Matthew Smith wrote:
Quoth Rod Whitworth at 2008-04-09 08:04...
Matthew, you are pretty new here so I'll be kind.
Read http://www.openbsd.org/faq/faq5.html#Why
For this, I apologise. I am currently in the situation that I don't
know where to look for what. I might try writing a "OpenBSD for Linux
escapees" somewhere down the track, because that's what I really need.
Also Search The Fine Archives
I now discover that they are under a different domain - which is why
the site search wasn't pulling up much. I must pull out my copy of
'Google Hacks' and see if there is a way that an aggregated site
search can be done that pulls in the list archives as well.
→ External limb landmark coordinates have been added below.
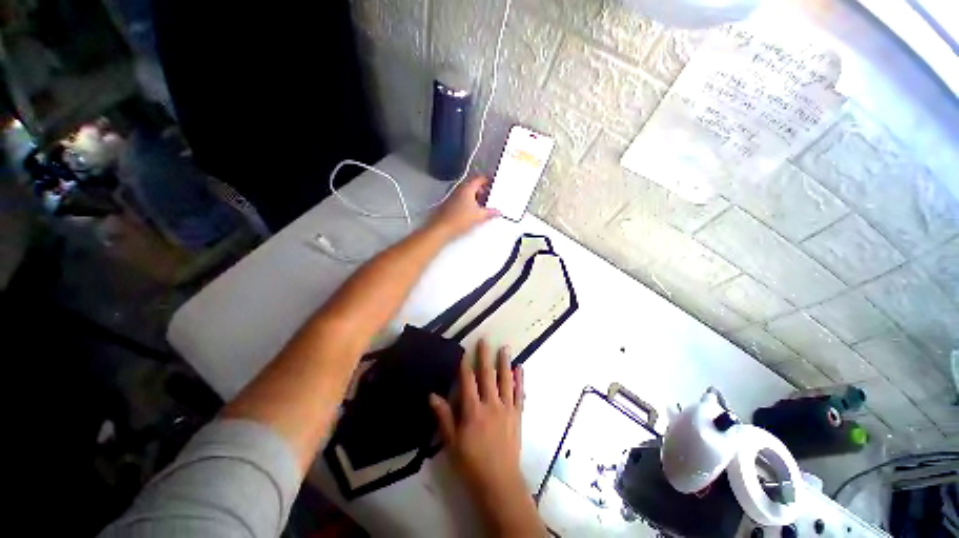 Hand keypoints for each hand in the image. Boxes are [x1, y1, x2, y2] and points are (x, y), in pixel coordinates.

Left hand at [428, 177, 499, 238]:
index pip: (479, 178)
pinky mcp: (449, 204)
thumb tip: (497, 212)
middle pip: (473, 185)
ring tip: (482, 206)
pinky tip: (471, 212)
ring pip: (467, 193)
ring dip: (475, 197)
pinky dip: (468, 202)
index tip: (493, 184)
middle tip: (489, 196)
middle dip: (482, 190)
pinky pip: (461, 199)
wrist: (441, 228)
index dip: (488, 180)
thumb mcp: (479, 216)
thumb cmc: (458, 219)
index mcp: (467, 188)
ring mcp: (453, 196)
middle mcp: (459, 189)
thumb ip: (490, 212)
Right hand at [430, 340, 543, 536]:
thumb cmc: (471, 463)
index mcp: (473, 410)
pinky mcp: (517, 415)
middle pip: (487, 375)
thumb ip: (444, 417)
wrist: (499, 482)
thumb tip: (433, 395)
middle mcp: (491, 404)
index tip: (464, 351)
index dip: (465, 365)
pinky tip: (520, 368)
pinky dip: (520, 380)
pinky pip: (520, 393)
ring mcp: (506, 408)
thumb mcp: (452, 442)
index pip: (468, 381)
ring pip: (506, 380)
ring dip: (505, 362)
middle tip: (485, 340)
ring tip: (504, 348)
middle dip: (485, 356) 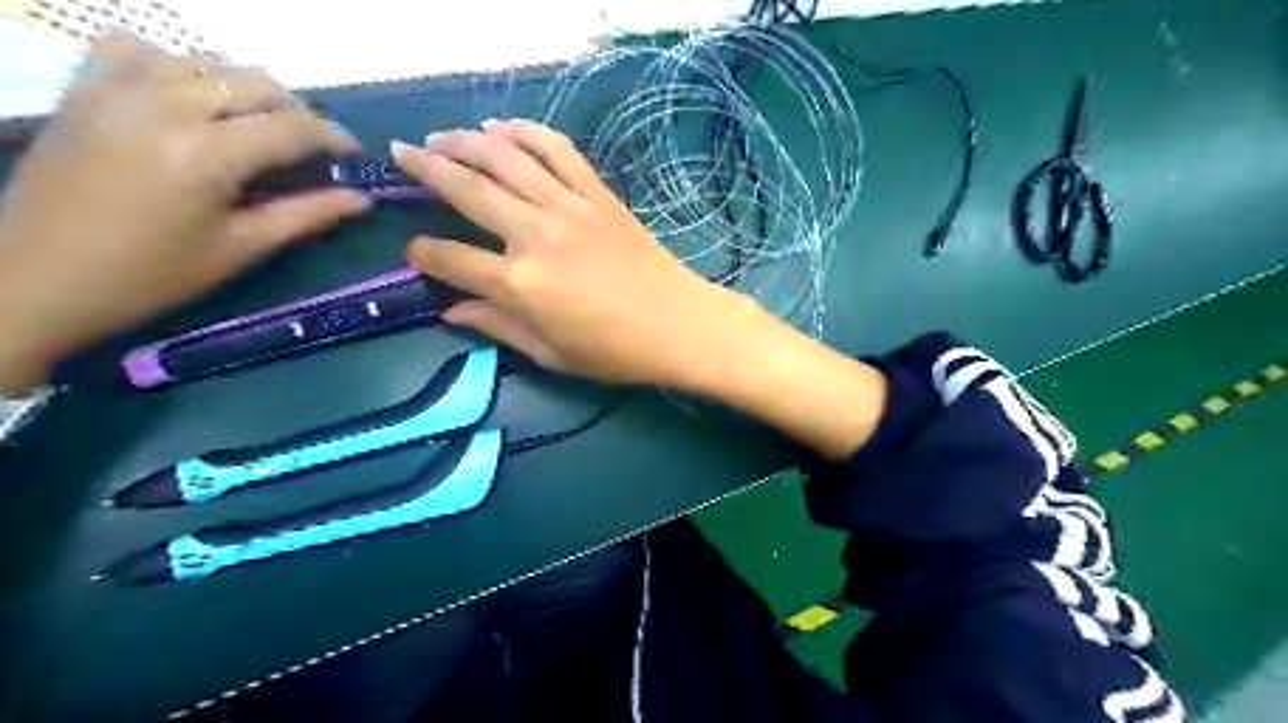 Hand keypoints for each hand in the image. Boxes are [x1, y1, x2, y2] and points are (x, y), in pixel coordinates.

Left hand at [0, 36, 365, 391]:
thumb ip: (305, 216)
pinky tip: (189, 98)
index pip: (292, 127)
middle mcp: (166, 105)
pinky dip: (178, 66)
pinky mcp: (85, 88)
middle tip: (312, 148)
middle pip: (256, 84)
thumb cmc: (151, 275)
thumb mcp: (240, 249)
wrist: (35, 275)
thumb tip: (361, 199)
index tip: (354, 155)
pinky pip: (140, 50)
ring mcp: (117, 88)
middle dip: (298, 112)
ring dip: (247, 91)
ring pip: (207, 64)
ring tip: (260, 127)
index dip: (333, 138)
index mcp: (207, 153)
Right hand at [398, 118, 893, 458]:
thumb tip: (451, 311)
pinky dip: (527, 132)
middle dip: (426, 168)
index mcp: (520, 284)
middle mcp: (535, 235)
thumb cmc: (615, 351)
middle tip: (401, 155)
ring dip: (466, 141)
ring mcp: (569, 207)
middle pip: (467, 189)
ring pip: (506, 158)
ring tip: (441, 137)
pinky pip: (557, 150)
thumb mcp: (550, 353)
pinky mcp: (597, 194)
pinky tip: (503, 129)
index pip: (451, 259)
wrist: (678, 324)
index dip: (424, 254)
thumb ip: (497, 327)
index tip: (415, 251) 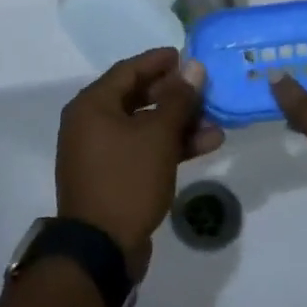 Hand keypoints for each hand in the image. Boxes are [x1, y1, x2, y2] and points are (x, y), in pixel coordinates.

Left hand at [56, 48, 222, 279]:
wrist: (101, 251)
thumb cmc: (127, 180)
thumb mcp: (158, 135)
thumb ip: (179, 99)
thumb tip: (194, 67)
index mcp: (92, 105)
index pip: (129, 70)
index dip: (159, 61)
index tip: (186, 56)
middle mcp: (91, 124)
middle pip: (137, 97)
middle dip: (175, 95)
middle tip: (204, 89)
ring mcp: (101, 153)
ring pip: (144, 126)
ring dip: (179, 123)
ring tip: (215, 122)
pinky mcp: (113, 177)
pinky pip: (143, 150)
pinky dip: (170, 146)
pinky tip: (205, 145)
the Marc archives have really been a savior for me
http://marc.info/?l=openbsd-misc&r=1&w=2 they have a long history of
openbsd list archives and the searches are blazing fast.
HTH
Aaron
The GENERIC kernel has been compiled with all the right flags. The
article you cite was never good advice and furthermore it is going on 8
years old.
It's going to take me a while to get used to having a kernel that I
don't HAVE to touch - not that I'm complaining!
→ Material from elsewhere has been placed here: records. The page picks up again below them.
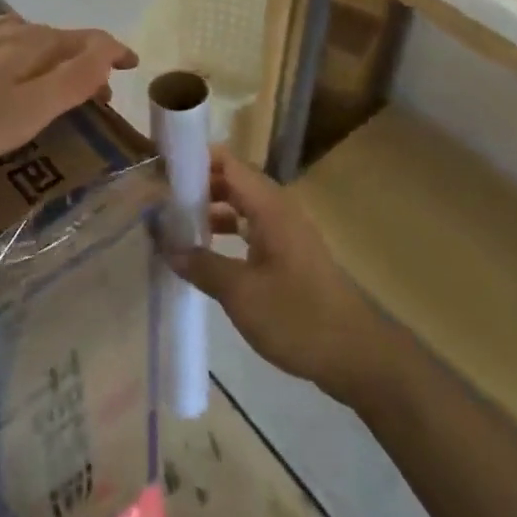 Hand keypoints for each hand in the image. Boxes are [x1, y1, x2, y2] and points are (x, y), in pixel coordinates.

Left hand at [0, 15, 137, 165]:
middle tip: (96, 94)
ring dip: (50, 63)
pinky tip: (1, 77)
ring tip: (53, 87)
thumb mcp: (27, 108)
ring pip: (26, 43)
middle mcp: (9, 28)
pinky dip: (17, 63)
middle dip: (83, 64)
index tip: (132, 64)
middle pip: (58, 41)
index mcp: (35, 43)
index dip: (114, 51)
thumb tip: (109, 53)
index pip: (89, 40)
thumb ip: (72, 81)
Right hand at [169, 151, 383, 398]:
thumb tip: (165, 244)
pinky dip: (225, 235)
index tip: (159, 169)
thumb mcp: (241, 293)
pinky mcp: (289, 258)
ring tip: (173, 227)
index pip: (227, 162)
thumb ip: (200, 264)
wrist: (358, 357)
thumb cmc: (299, 317)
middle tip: (158, 200)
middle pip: (232, 181)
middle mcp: (278, 210)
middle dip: (195, 186)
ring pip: (240, 208)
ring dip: (209, 212)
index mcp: (269, 207)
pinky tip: (203, 256)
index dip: (193, 159)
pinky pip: (250, 231)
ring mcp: (285, 234) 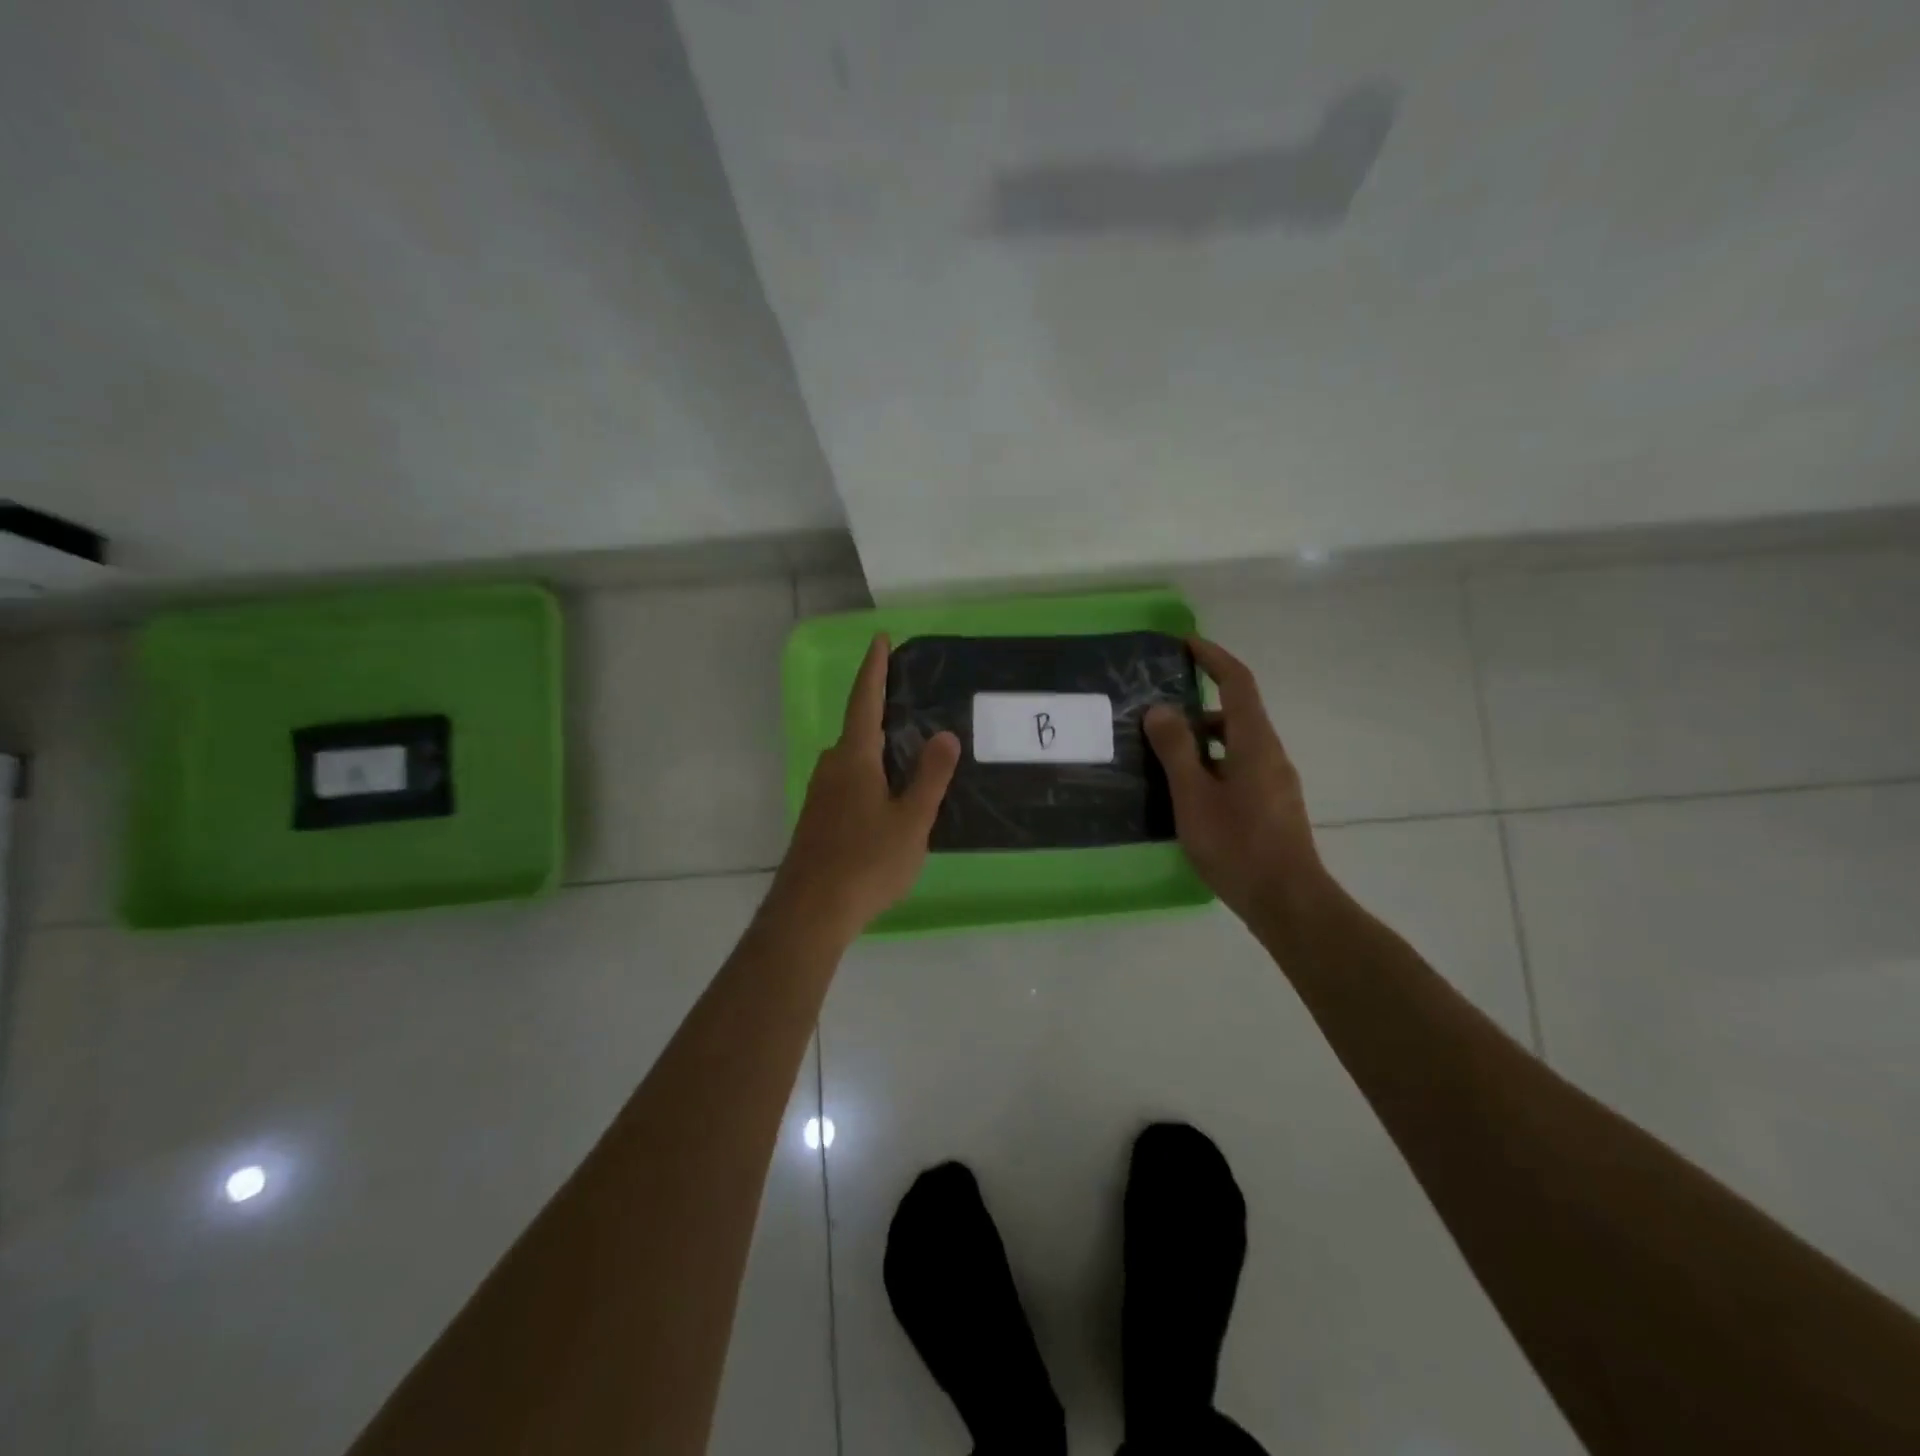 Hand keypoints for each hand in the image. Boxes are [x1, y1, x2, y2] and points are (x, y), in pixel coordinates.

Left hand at [771, 633, 960, 938]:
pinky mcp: (818, 819)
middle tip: (913, 703)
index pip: (865, 700)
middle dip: (882, 710)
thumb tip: (945, 734)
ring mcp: (820, 794)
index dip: (874, 668)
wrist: (810, 911)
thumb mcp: (911, 820)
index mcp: (854, 758)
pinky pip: (848, 781)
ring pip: (853, 758)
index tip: (880, 639)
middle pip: (858, 728)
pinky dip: (870, 774)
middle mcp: (831, 767)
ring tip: (910, 751)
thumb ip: (930, 777)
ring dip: (878, 747)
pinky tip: (889, 796)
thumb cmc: (866, 862)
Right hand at [1144, 638, 1326, 929]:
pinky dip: (1212, 763)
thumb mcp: (1194, 796)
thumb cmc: (1237, 845)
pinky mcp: (1272, 805)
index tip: (1186, 644)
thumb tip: (1161, 709)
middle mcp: (1270, 754)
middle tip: (1158, 712)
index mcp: (1255, 743)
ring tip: (1163, 755)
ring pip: (1236, 744)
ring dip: (1202, 739)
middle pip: (1236, 713)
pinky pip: (1239, 767)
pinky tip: (1187, 792)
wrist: (1288, 901)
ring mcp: (1275, 782)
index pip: (1238, 683)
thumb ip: (1176, 750)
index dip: (1214, 658)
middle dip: (1199, 703)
Don't do that either without a better reason. Postfix, for example,
comes as a package in OpenBSD. Two versions (stable and snapshot, both
good enough to use in critical service) and several flavours. Look at
http://openports.se/mail/postfix/snapshot for a clue.
Postfix I can probably take from a package. However, this server will
need to duplicate the environment on my two Internet-facing Linodes
(Linux virtual servers), plus my laptop, which is my main development
platform.
Apache and MySQL have to be hand-builds - my Apache installation is
configured for a very specific environment (and all my apps would
break if chrooted) and I have applications that rely on specific
Apache modules. MySQL - well - I use 5.1 and that's not a production
release, but has features that I need in my development environment.
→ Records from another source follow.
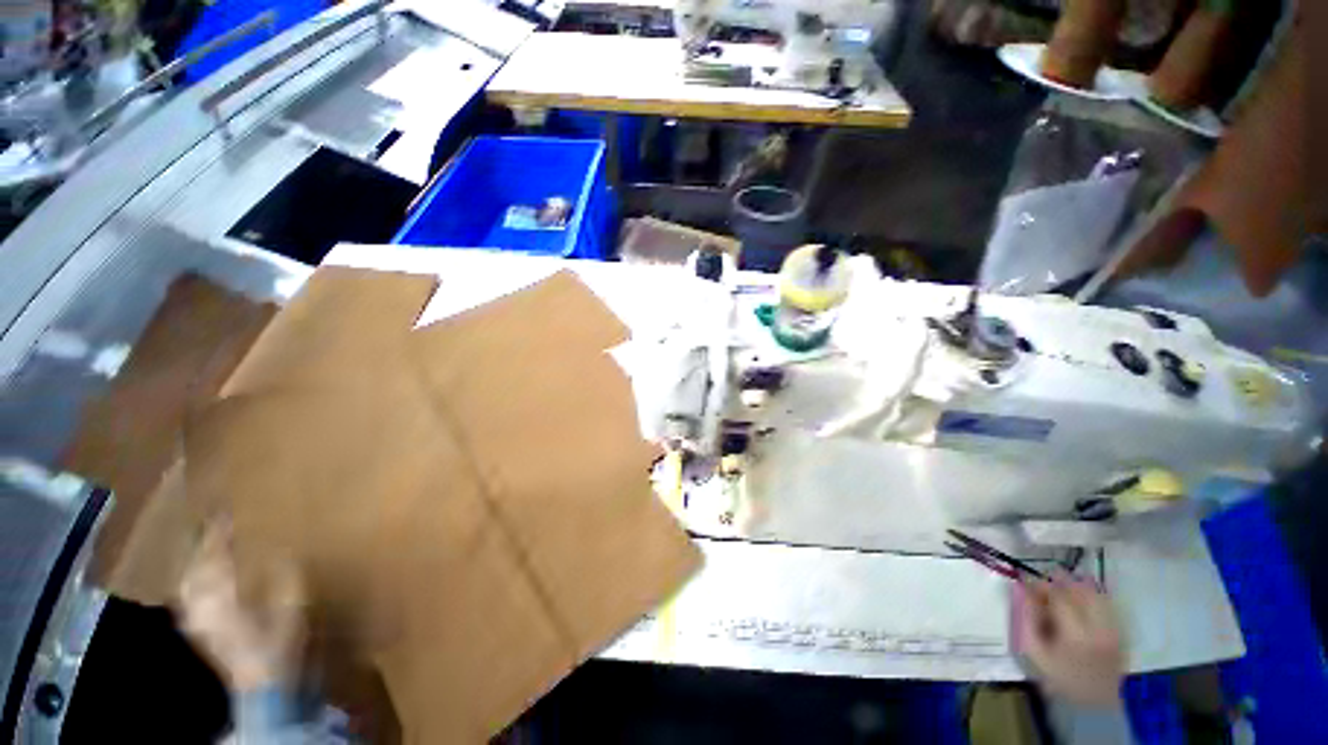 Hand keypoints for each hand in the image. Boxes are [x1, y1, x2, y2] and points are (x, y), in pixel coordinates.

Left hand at [177, 521, 304, 691]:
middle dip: (201, 545)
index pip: (216, 558)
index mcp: (224, 596)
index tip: (225, 514)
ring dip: (193, 561)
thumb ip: (285, 579)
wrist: (260, 687)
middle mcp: (202, 605)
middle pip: (194, 568)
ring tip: (203, 546)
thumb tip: (281, 552)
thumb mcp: (291, 609)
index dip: (219, 535)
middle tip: (211, 525)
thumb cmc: (278, 644)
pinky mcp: (198, 630)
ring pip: (187, 581)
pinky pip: (188, 596)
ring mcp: (196, 620)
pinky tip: (197, 578)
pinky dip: (192, 579)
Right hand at [1011, 575, 1124, 706]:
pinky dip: (1091, 597)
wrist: (1095, 701)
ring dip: (1076, 587)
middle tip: (1044, 585)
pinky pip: (1106, 604)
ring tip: (1061, 591)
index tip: (1026, 581)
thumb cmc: (1060, 675)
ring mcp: (1114, 629)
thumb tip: (1021, 588)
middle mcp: (1099, 628)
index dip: (1041, 585)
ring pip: (1096, 594)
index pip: (1059, 596)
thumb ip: (1028, 617)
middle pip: (1081, 591)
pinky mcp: (1121, 631)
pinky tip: (1079, 602)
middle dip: (1060, 582)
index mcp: (1076, 634)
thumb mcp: (1036, 650)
I'll probably get yelled at now, having entered a security
conscious|paranoid community, but it would take MONTHS to change my
environment and re-code everything to work otherwise. It is also a
bit of a non-issue as regards this server - it's on an intranet with
one user that logs in - me.
From the land "down under": Australia.
Do we look <umop apisdn> from up over?
No, but when I first came here, I was fascinated by the way water goes
down the plughole the other way round.
Thanks all for your replies and patience.